■ **PROBLEM TO WORK ON**: The number of lines in the records that include "First" is all you should give.

*** EXTRACTED MATERIAL

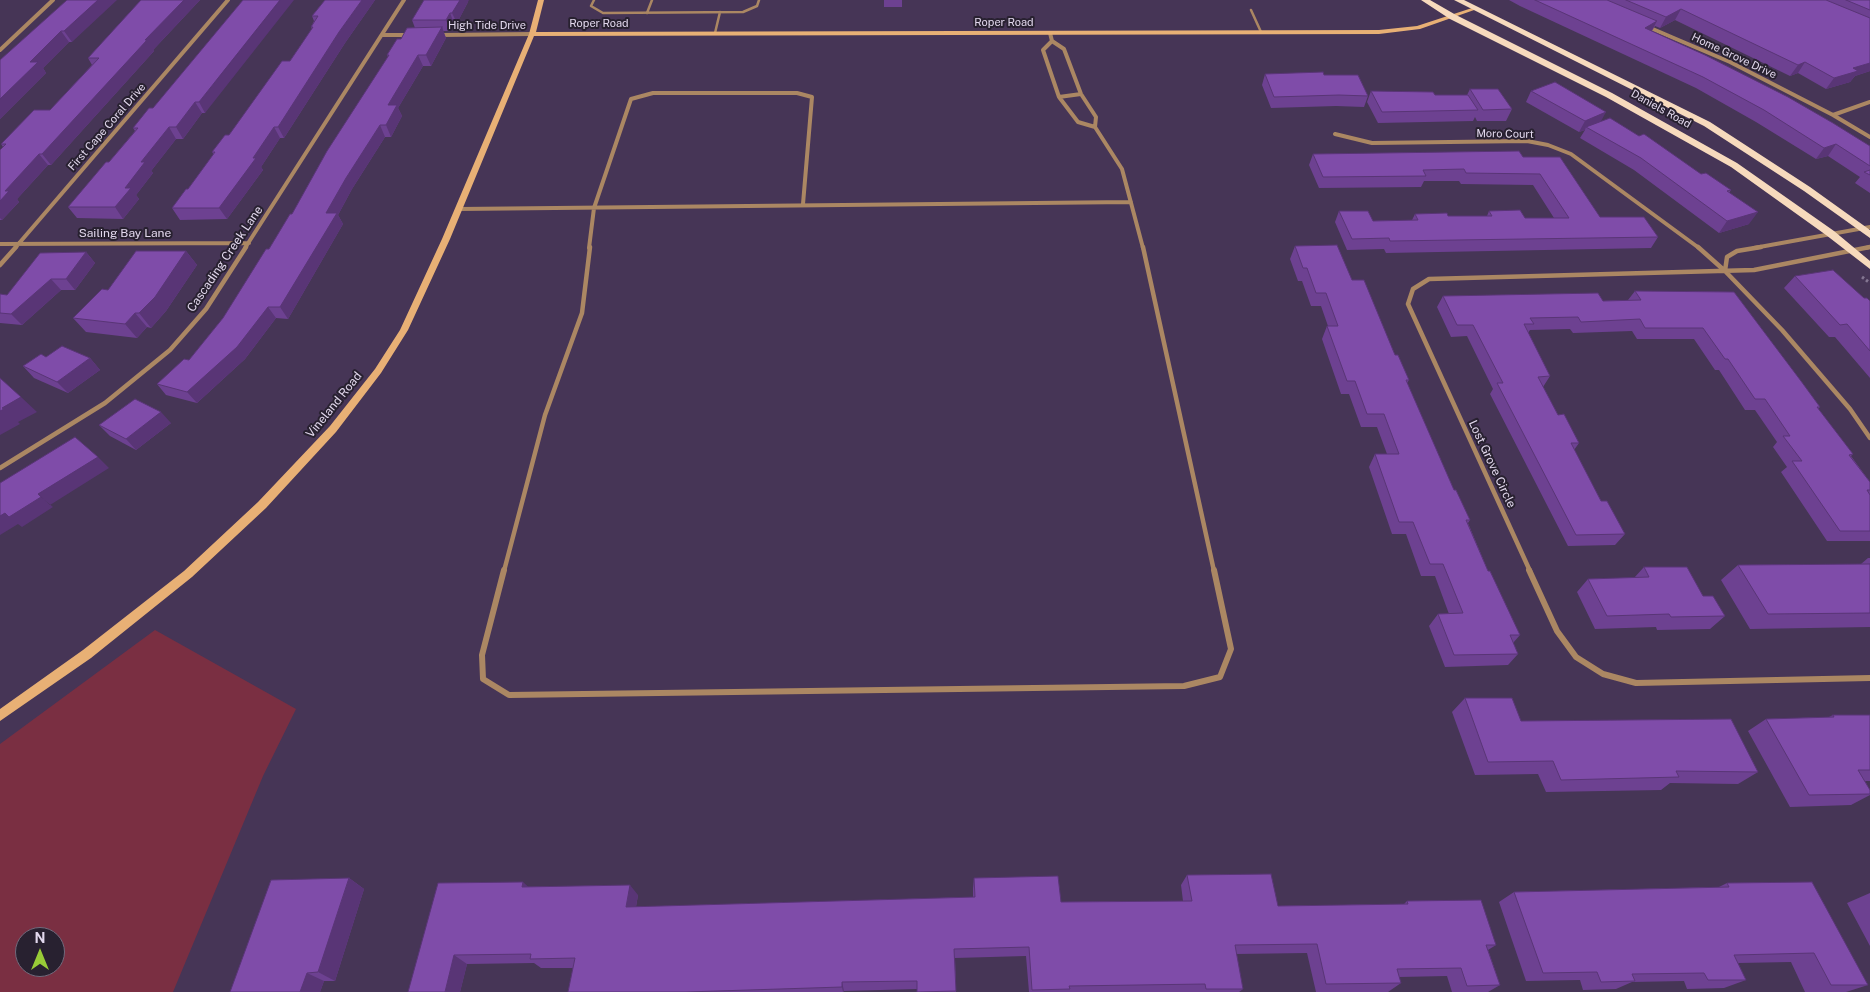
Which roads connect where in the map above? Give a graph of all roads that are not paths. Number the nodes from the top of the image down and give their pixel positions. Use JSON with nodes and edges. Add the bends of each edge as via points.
{"nodes":[{"id":1,"x":54,"y":0,"type":"edge"},
{"id":2,"x":228,"y":0,"type":"edge"},
{"id":3,"x":404,"y":0,"type":"edge"},
{"id":4,"x":542,"y":0,"type":"edge"},
{"id":5,"x":594,"y":0,"type":"edge"},
{"id":6,"x":652,"y":0,"type":"edge"},
{"id":7,"x":758,"y":0,"type":"edge"},
{"id":8,"x":1425,"y":0,"type":"edge"},
{"id":9,"x":1458,"y":0,"type":"edge"},
{"id":10,"x":1474,"y":9,"type":"junction"},
{"id":11,"x":1251,"y":10,"type":"dead end"},
{"id":12,"x":720,"y":12,"type":"junction"},
{"id":13,"x":646,"y":13,"type":"junction"},
{"id":14,"x":1453,"y":17,"type":"junction"},
{"id":15,"x":1641,"y":24,"type":"edge"},
{"id":16,"x":1261,"y":32,"type":"junction"},
{"id":17,"x":715,"y":33,"type":"junction"},
{"id":18,"x":1050,"y":33,"type":"junction"},
{"id":19,"x":532,"y":34,"type":"junction"},
{"id":20,"x":382,"y":35,"type":"junction"},
{"id":21,"x":411,"y":35,"type":"edge"},
{"id":22,"x":431,"y":35,"type":"edge"},
{"id":23,"x":1052,"y":42,"type":"junction"},
{"id":24,"x":0,"y":50,"type":"edge"},
{"id":25,"x":1081,"y":94,"type":"junction"},
{"id":26,"x":1059,"y":97,"type":"junction"},
{"id":27,"x":1870,"y":102,"type":"edge"},
{"id":28,"x":1833,"y":115,"type":"junction"},
{"id":29,"x":1095,"y":128,"type":"junction"},
{"id":30,"x":1335,"y":134,"type":"dead end"},
{"id":31,"x":1870,"y":137,"type":"edge"},
{"id":32,"x":1131,"y":202,"type":"junction"},
{"id":33,"x":803,"y":204,"type":"junction"},
{"id":34,"x":594,"y":208,"type":"junction"},
{"id":35,"x":459,"y":209,"type":"junction"},
{"id":36,"x":1865,"y":227,"type":"edge"},
{"id":37,"x":1830,"y":233,"type":"junction"},
{"id":38,"x":1870,"y":235,"type":"edge"},
{"id":39,"x":249,"y":243,"type":"junction"},
{"id":40,"x":0,"y":244,"type":"edge"},
{"id":41,"x":19,"y":244,"type":"junction"},
{"id":42,"x":1870,"y":247,"type":"edge"},
{"id":43,"x":1852,"y":251,"type":"junction"},
{"id":44,"x":0,"y":265,"type":"edge"},
{"id":45,"x":1870,"y":266,"type":"edge"},
{"id":46,"x":1725,"y":271,"type":"junction"},
{"id":47,"x":1870,"y":438,"type":"edge"},
{"id":48,"x":0,"y":468,"type":"edge"},
{"id":49,"x":1870,"y":678,"type":"edge"},
{"id":50,"x":0,"y":716,"type":"edge"}],
"edges":[{"from":1,"to":24,"type":"street"},
{"from":2,"to":41,"type":"street","name":"First Cape Coral Drive"},
{"from":3,"to":20,"type":"street","name":"Cascading Creek Lane"},
{"from":4,"to":19,"type":"street","name":"Vineland Road"},
{"from":5,"to":13,"type":"lane","via":[[591,6],[603,13]]},
{"from":6,"to":13,"type":"lane"},
{"from":7,"to":12,"type":"lane","via":[[757,6],[743,12]]},
{"from":8,"to":14,"type":"main road","name":"Daniels Road"},
{"from":9,"to":10,"type":"main road","name":"Daniels Road"},
{"from":10,"to":14,"type":"street","name":"Roper Road"},
{"from":10,"to":36,"type":"main road","name":"Daniels Road","via":[[1707,124]]},
{"from":11,"to":16,"type":"lane"},
{"from":12,"to":13,"type":"lane"},
{"from":12,"to":17,"type":"lane"},
{"from":14,"to":16,"type":"street","name":"Roper Road","via":[[1418,28],[1380,32]]},
{"from":14,"to":37,"type":"main road","name":"Daniels Road","via":[[1609,95],[1703,147]]},
{"from":15,"to":28,"type":"street","name":"Home Grove Drive","via":[[1730,62]]},
{"from":16,"to":18,"type":"street","name":"Roper Road"},
{"from":17,"to":18,"type":"street","name":"Roper Road"},
{"from":17,"to":19,"type":"street","name":"Roper Road"},
{"from":18,"to":23,"type":"street"},
{"from":19,"to":22,"type":"street","name":"High Tide Drive"},
{"from":19,"to":35,"type":"street","name":"Vineland Road"},
{"from":20,"to":21,"type":"street"},
{"from":20,"to":39,"type":"street","name":"Cascading Creek Lane"},
{"from":23,"to":25,"type":"street","via":[[1064,48]]},
{"from":23,"to":26,"type":"street","via":[[1043,50]]},
{"from":25,"to":26,"type":"street"},
{"from":25,"to":29,"type":"street","via":[[1096,117]]},
{"from":26,"to":29,"type":"street","via":[[1078,122]]},
{"from":27,"to":28,"type":"street"},
{"from":28,"to":31,"type":"street","name":"Home Grove Drive"},
{"from":29,"to":32,"type":"street","via":[[1122,169]]},
{"from":30,"to":46,"type":"street","name":"Moro Court","via":[[1372,143],[1527,141],[1548,145],[1571,154],[1696,245]]},
{"from":32,"to":33,"type":"street"},
{"from":32,"to":34,"type":"street","via":[[1231,650],[1220,677],[1184,686],[509,695],[483,679],[482,655],[546,416],[582,312]]},
{"from":33,"to":34,"type":"street"},
{"from":33,"to":34,"type":"street","via":[[812,97],[797,93],[675,92],[631,98]]},
{"from":34,"to":35,"type":"street"},
{"from":35,"to":50,"type":"street","name":"Vineland Road","via":[[404,330],[378,371],[333,429],[262,505],[188,574],[87,654]]},
{"from":36,"to":37,"type":"street"},
{"from":36,"to":38,"type":"main road","name":"Daniels Road"},
{"from":37,"to":43,"type":"main road","name":"Daniels Road"},
{"from":37,"to":46,"type":"street","via":[[1737,251],[1727,257]]},
{"from":39,"to":41,"type":"street","name":"Sailing Bay Lane"},
{"from":39,"to":48,"type":"street","name":"Cascading Creek Lane","via":[[206,309],[170,350],[105,404]]},
{"from":40,"to":41,"type":"street","name":"Sailing Bay Lane"},
{"from":41,"to":44,"type":"street","name":"First Cape Coral Drive"},
{"from":42,"to":43,"type":"street","name":"Lost Grove Circle"},
{"from":43,"to":45,"type":"main road","name":"Daniels Road"},
{"from":43,"to":46,"type":"street","name":"Lost Grove Circle","via":[[1754,270]]},
{"from":46,"to":47,"type":"street","via":[[1782,330],[1850,409]]},
{"from":46,"to":49,"type":"street","name":"Lost Grove Circle","via":[[1429,279],[1412,289],[1408,304],[1557,631],[1576,657],[1603,674],[1636,682]]}]}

******

■ **TASK OUTPUT**: 2